[Start of section]

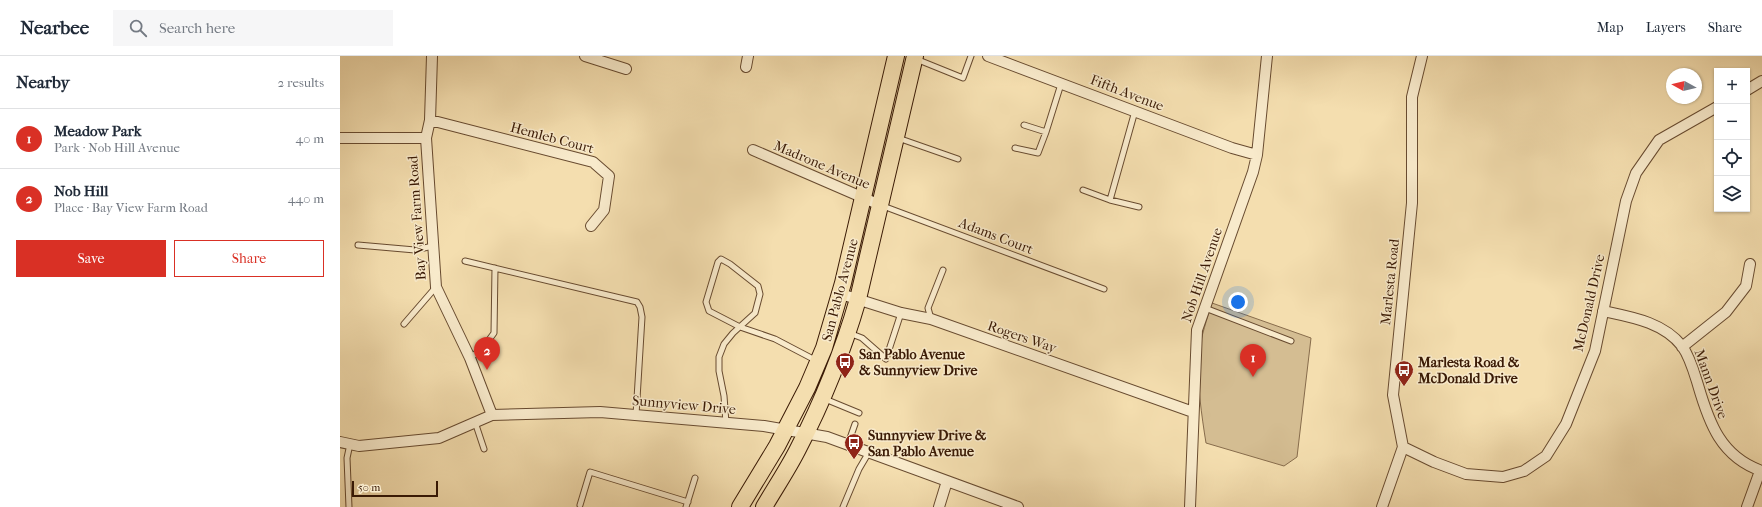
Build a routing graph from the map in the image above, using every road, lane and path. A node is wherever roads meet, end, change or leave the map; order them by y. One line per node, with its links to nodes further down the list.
1 (432, 56): 17 (street, Bay View Farm Road)
2 (585, 56): 11 (street)
3 (748, 56): 10 (street)
4 (896, 56): 28 (main road, San Pablo Avenue)
5 (971, 56): 9 (lane)
6 (988, 56): 13 (street, Fifth Avenue)
7 (1267, 56): 25 (street, Nob Hill Avenue)
8 (1422, 56): 67 (street, Marlesta Road)
9 (915, 57): 20 (main road, San Pablo Avenue)
10 (746, 67)
11 (626, 69)
12 (1762, 81): 14 (street)
13 (1061, 84): 16 (street, Fifth Avenue); 19 (lane)
14 (1750, 88)
15 (1714, 109): 44 (street, McDonald Drive)
16 (1135, 111): 25 (street, Fifth Avenue); 29 (lane)
17 (430, 120): 22 (street, Bay View Farm Road); 32 (street, Hemleb Court)
18 (1024, 125): 19 (lane)
19 (1046, 132): 23 (lane)
20 (896, 137): 26 (lane); 30 (main road, San Pablo Avenue)
21 (340, 138): 22 (street)
22 (426, 138): 34 (street, Bay View Farm Road)
23 (1015, 148)
24 (753, 150): 28 (street, Madrone Avenue)
25 (1257, 155): 43 (street, Nob Hill Avenue)
26 (958, 159)
27 (1083, 190): 29 (lane)
28 (864, 198): 30 (street, Madrone Avenue); 41 (main road, San Pablo Avenue)
29 (1110, 200): 31 (lane)
30 (880, 205): 40 (lane, Adams Court); 42 (main road, San Pablo Avenue)
31 (1139, 207)
32 (591, 226)
33 (358, 245): 34 (lane)
34 (433, 246): 39 (street, Bay View Farm Road)
35 (465, 261): 37 (lane)
36 (1750, 264): 51 (street)
37 (495, 268): 52 (lane); 58 (lane)
38 (943, 270): 46 (lane)
39 (436, 287): 47 (lane); 52 (street, Bay View Farm Road)
40 (1104, 289)
41 (841, 294): 42 (street, Rogers Way); 53 (main road, San Pablo Avenue)
42 (858, 299): 45 (street, Rogers Way); 49 (main road, San Pablo Avenue)
43 (1205, 308): 50 (lane); 55 (street, Nob Hill Avenue)
44 (1603, 311): 51 (street, Mann Drive); 67 (street, McDonald Drive)
45 (901, 313): 46 (street, Rogers Way); 49 (lane)
46 (930, 319): 55 (street, Rogers Way)
47 (404, 324)
48 (740, 327): 48 (lane); 53 (lane); 60 (lane)
49 (848, 332): 54 (main road, San Pablo Avenue)
50 (1291, 341)
51 (1682, 346): 70 (street, Mann Drive)
52 (470, 358): 57 (street, Bay View Farm Road)
53 (818, 362): 62 (main road, San Pablo Avenue)
54 (822, 398): 56 (lane); 63 (main road, San Pablo Avenue)
55 (1193, 412): 81 (street, Nob Hill Avenue)
56 (859, 413)
57 (492, 414): 58 (street, Sunnyview Drive); 59 (street, Sunnyview Drive)
58 (636, 415): 60 (street, Sunnyview Drive)
59 (475, 422): 65 (street, Sunnyview Drive); 68 (lane)
60 (726, 423): 62 (street, Sunnyview Drive)
61 (855, 424): 66 (lane)
62 (785, 430): 63 (street, Sunnyview Drive); 77 (main road, San Pablo Avenue)
63 (806, 433): 66 (street, Sunnyview Drive); 75 (main road, San Pablo Avenue)
64 (340, 442): 65 (street, Sunnyview Drive)
65 (350, 444): 76 (lane)
66 (848, 444): 69 (street, Sunnyview Drive)
67 (1403, 447): 82 (street)
68 (484, 448)
69 (869, 452): 72 (street, Sunnyview Drive); 78 (lane)
70 (1761, 471): 83 (street)
71 (695, 478): 73 (lane)
72 (947, 481): 79 (street); 80 (street, Sunnyview Drive)
73 (687, 504): 74 (lane)
74 (580, 505)
75 (766, 506)
76 (349, 507)
77 (740, 507)
78 (843, 507)
79 (939, 507)
80 (1018, 507)
81 (1190, 507)
82 (1382, 507)
83 (1747, 507)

[End of section]

Required work: In the entries, find every line holding "Madrone" and copy it.

Exercise output:
24 (753, 150): 28 (street, Madrone Avenue)
28 (864, 198): 30 (street, Madrone Avenue); 41 (main road, San Pablo Avenue)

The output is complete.